Ghif's Research Notes

AI Weekly Reading Summary (28 September 2019)


1. Adversarial Examples Are Not Bugs, They Are Features

Source: https://arxiv.org/abs/1905.02175

Authors: Andrew Ilyas, Shibani Santurkar, Dimitris Tsipras, Logan Engstrom, Brandon Tran, Aleksander Madry

Topics: deep learning, adversarial examples

Adversarial examples – inputs that are slightly perturbed by an imperceptible noise but causing weird behaviour in machine learning models – have received a great attention, especially since its appearance in the context of deep learning (Szegedy et al. 2013, Goodfellow et al. 2014). The impact of such examples has also been studied in some previous work (Dalvi et al. 2003,Globerson and Roweis 2006). The figure below shows one example of adversarial examples including its unintended behaviour.

Adversarial Example

The effect of adversarial noise

To alleviate such a behaviour, some solutions have been proposed, which mainly focus on building more robust models against the adversarial examples (Madry et al. 2018, Stutz et al. 2019)– the solutions theirselves now have a name called adversarial training. The assumption held by those work is that adversarial examples will disappear if better algorithms and larger scale data are available.

This paper provides a new perspective on why adversarial examples arise in the first place. The main observation in this work is the existence of the so-called “non-robust features”, which directly attribute to adversarial examples. Non-robust features are defined as those that are highly predictive, yet brittle and incomprehensible to humans, as opposed to robust features, i.e., highly predictive and also human comprehensible.

This work captures the non-robust features within a theoretical framework and also finds their empirical evidence on a range of image datasets. The way to find was conducted by disentangling robust and non-robust features via an optimization that results in two separate datasets: robust dataset \(\mathcal{\hat{D}}_R\) and non-robust dataset \(\mathcal{\hat{D}}_{NR}\).

One interesting outcome from this work is that a classifer trained on the robust dataset \(\mathcal{\hat{D}}_R\) through standard training can already reach a certain level of robustness, i.e., having a good adversarial performance. Additionally, non-robust datasets are found to be sufficient to produce good standard generalisation tests, but suffer from adversarial tests. The following figure succinctly summarizes the fore-mentioned outcomes.

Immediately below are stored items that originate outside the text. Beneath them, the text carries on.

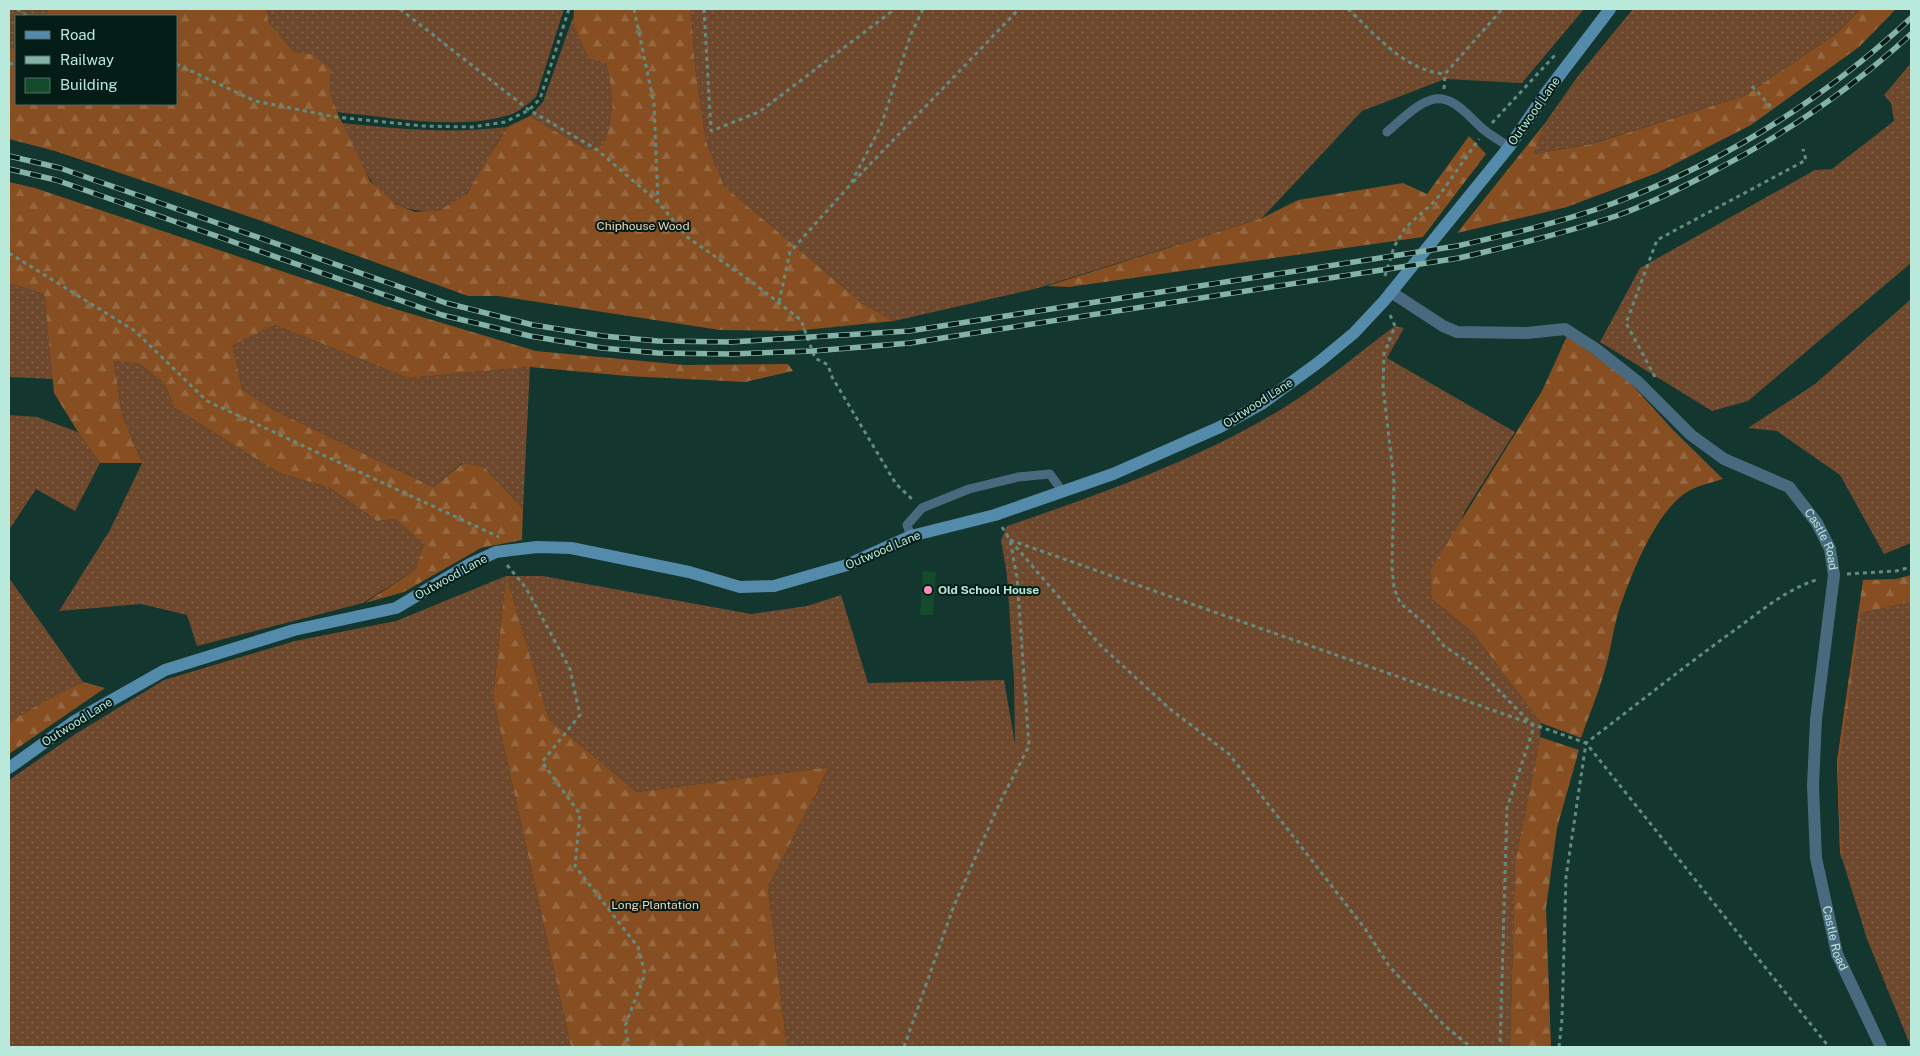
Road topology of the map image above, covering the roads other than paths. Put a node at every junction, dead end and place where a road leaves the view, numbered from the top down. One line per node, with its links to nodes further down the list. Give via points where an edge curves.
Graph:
1 (1610, 9): 3 (main road, Outwood Lane, via 1546,92)
2 (1387, 132): 3 (lane, via 1422,104 1444,99 1455,104)
3 (1509, 147): 4 (main road, Outwood Lane)
4 (1388, 297): 5 (main road, Outwood Lane, via 1354,333 1263,403 1178,447 1114,474); 8 (street, Castle Road, via 1457,332 1527,333 1565,329 1638,382 1691,435 1724,459 1789,487 1817,523 1830,549 1834,576 1816,719 1813,786 1816,858 1837,954)
5 (1062, 491): 6 (main road, Outwood Lane, via 995,515); 6 (lane, via 1050,474 1018,477 969,489 922,508 907,524)
6 (911, 536): 7 (main road, Outwood Lane, via 847,565 811,577 754,588 571,548 522,548 496,552 396,608 294,630 166,670 74,722)
7 (9, 768)
8 (1881, 1047)

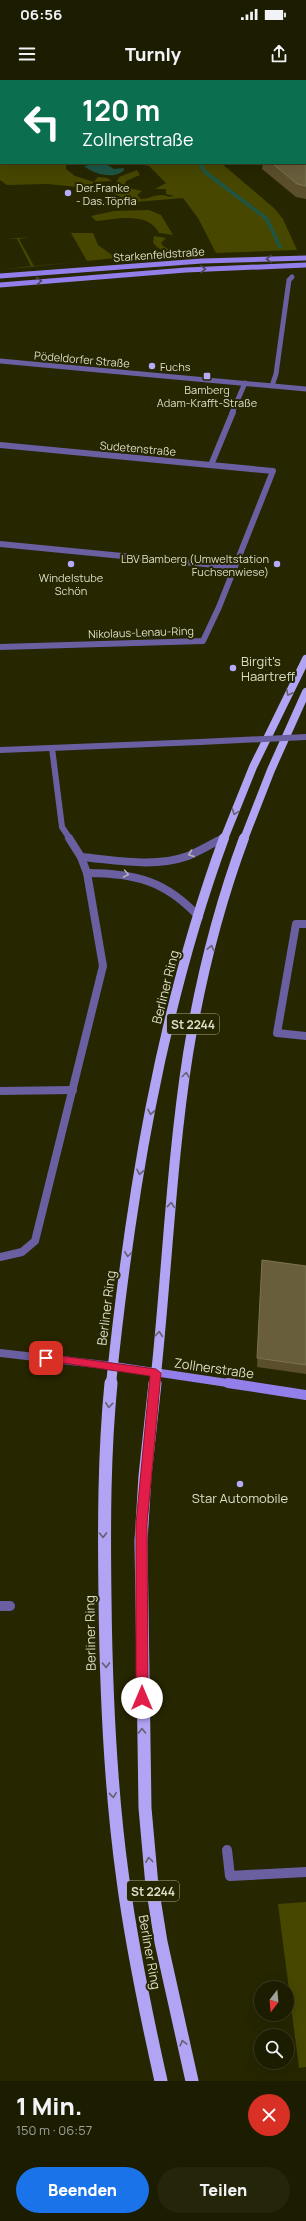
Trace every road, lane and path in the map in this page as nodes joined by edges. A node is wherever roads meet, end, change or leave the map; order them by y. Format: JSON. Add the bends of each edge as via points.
{"nodes":[{"id":1,"x":306,"y":258,"type":"edge"},
{"id":2,"x":306,"y":265,"type":"edge"},
{"id":3,"x":13,"y":274,"type":"junction"},
{"id":4,"x":0,"y":276,"type":"edge"},
{"id":5,"x":292,"y":277,"type":"dead end"},
{"id":6,"x":18,"y":283,"type":"junction"},
{"id":7,"x":0,"y":285,"type":"edge"},
{"id":8,"x":0,"y":361,"type":"edge"},
{"id":9,"x":245,"y":383,"type":"junction"},
{"id":10,"x":272,"y":386,"type":"junction"},
{"id":11,"x":306,"y":389,"type":"edge"},
{"id":12,"x":0,"y":445,"type":"edge"},
{"id":13,"x":211,"y":465,"type":"junction"},
{"id":14,"x":0,"y":544,"type":"edge"},
{"id":15,"x":235,"y":567,"type":"junction"},
{"id":16,"x":0,"y":647,"type":"edge"},
{"id":17,"x":306,"y":658,"type":"edge"},
{"id":18,"x":306,"y":692,"type":"edge"},
{"id":19,"x":306,"y":737,"type":"edge"},
{"id":20,"x":52,"y":748,"type":"junction"},
{"id":21,"x":0,"y":750,"type":"edge"},
{"id":22,"x":226,"y":837,"type":"junction"},
{"id":23,"x":82,"y":857,"type":"junction"},
{"id":24,"x":87,"y":873,"type":"junction"},
{"id":25,"x":200,"y":917,"type":"junction"},
{"id":26,"x":306,"y":924,"type":"edge"},
{"id":27,"x":306,"y":1036,"type":"edge"},
{"id":28,"x":73,"y":1090,"type":"junction"},
{"id":29,"x":0,"y":1091,"type":"edge"},
{"id":30,"x":0,"y":1257,"type":"edge"},
{"id":31,"x":0,"y":1353,"type":"edge"},
{"id":32,"x":114,"y":1366,"type":"junction"},
{"id":33,"x":156,"y":1373,"type":"junction"},
{"id":34,"x":306,"y":1395,"type":"edge"},
{"id":35,"x":0,"y":1606,"type":"edge"},
{"id":36,"x":10,"y":1606,"type":"dead end"},
{"id":37,"x":227,"y":1850,"type":"dead end"},
{"id":38,"x":306,"y":1872,"type":"edge"},
{"id":39,"x":161,"y":2081,"type":"edge"},
{"id":40,"x":192,"y":2081,"type":"edge"}],
"edges":[{"from":1,"to":3,"type":"main road","name":"Starkenfeldstraße","one_way":true,"via":[[194,261]]},
{"from":6,"to":2,"type":"main road","name":"Starkenfeldstraße","one_way":true,"via":[[186,270]]},
{"from":3,"to":4,"type":"main road","name":"Starkenfeldstraße"},
{"from":3,"to":6,"type":"main road"},
{"from":5,"to":10,"type":"street","via":[[289,280],[276,374]]},
{"from":6,"to":7,"type":"main road","name":"Starkenfeldstraße"},
{"from":8,"to":9,"type":"street","name":"Pödeldorfer Straße"},
{"from":9,"to":10,"type":"street","name":"Pödeldorfer Straße"},
{"from":9,"to":13,"type":"street"},
{"from":10,"to":11,"type":"street","name":"Pödeldorfer Straße"},
{"from":12,"to":13,"type":"street","name":"Sudetenstraße"},
{"from":13,"to":15,"type":"street","name":"Sudetenstraße","via":[[273,471]]},
{"from":14,"to":15,"type":"street"},
{"from":15,"to":16,"type":"street","name":"Nikolaus-Lenau-Ring","via":[[203,640]]},
{"from":17,"to":22,"type":"main road","name":"Berliner Ring","number":"St 2244","one_way":true,"via":[[260,750]]},
{"from":33,"to":18,"type":"main road","name":"Berliner Ring","number":"St 2244","one_way":true,"via":[[182,1099],[195,1013],[234,868],[277,752]]},
{"from":19,"to":20,"type":"street","bridge":true},
{"from":20,"to":21,"type":"street"},
{"from":20,"to":23,"type":"street","via":[[62,827]]},
{"from":22,"to":23,"type":"street","one_way":true,"via":[[196,852],[171,860],[146,862]]},
{"from":22,"to":25,"type":"main road","name":"Berliner Ring","number":"St 2244"},
{"from":23,"to":24,"type":"street"},
{"from":24,"to":25,"type":"street","one_way":true,"via":[[117,873],[140,877],[158,884],[181,898]]},
{"from":24,"to":28,"type":"street","via":[[103,966]]},
{"from":25,"to":32,"type":"main road","name":"Berliner Ring","number":"St 2244","one_way":true,"via":[[155,1086],[132,1216]]},
{"from":26,"to":27,"type":"street","via":[[296,924],[277,1033]]},
{"from":28,"to":29,"type":"street"},
{"from":28,"to":30,"type":"street","via":[[35,1240],[22,1252]]},
{"from":31,"to":32,"type":"street","name":"Zollnerstraße"},
{"from":32,"to":33,"type":"main road","name":"Zollnerstraße"},
{"from":32,"to":39,"type":"main road","name":"Berliner Ring","number":"St 2244","one_way":true,"via":[[108,1422],[103,1522],[111,1775],[130,1928]]},
{"from":33,"to":34,"type":"main road","name":"Zollnerstraße"},
{"from":40,"to":33,"type":"main road","name":"Berliner Ring","number":"St 2244","one_way":true,"via":[[170,1992],[157,1921],[148,1855],[143,1774],[142,1524]]},
{"from":35,"to":36,"type":"street"},
{"from":37,"to":38,"type":"street","via":[[230,1876]]}]}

Robust vs non-robust features with respect to the standard and adversarial training

Robust vs non-robust features with respect to the standard and adversarial training

2. Billion-scale Commodity Embedding for E-commerce Recommendation in Alibaba

Source: https://arxiv.org/pdf/1803.02349.pdf

Authors: Jizhe Wang, Pipei Huang, Zhibo Zhang, Binqiang Zhao, Huan Zhao, Dik Lun Lee

Topics: recommender system, graph embedding

Recommender System (RS) is perhaps one of the most widely used AI applications on the Internet these days. It plays a central role in many business products, especially e-commerces. This paper proposes an RS solution for Taobao, the largest customer-to-customer (C2C) platform in China to date, that attempts to address three challenges: scalability, sparsity, and cold-start.

In general, the overall system has two stages: 1) matching and 2) ranking. This paper focuses on addressing the challenges in the matching stage, where the core task is the computation of pairwise similarities between all items based on users’ behaviors. Such a computation utilizes an embedding derived from graph, namely Base Graph Embedding (BGE), that serves a similar goal as the standard collaborative filtering (CF) based methods but offers higher-order similarities between items.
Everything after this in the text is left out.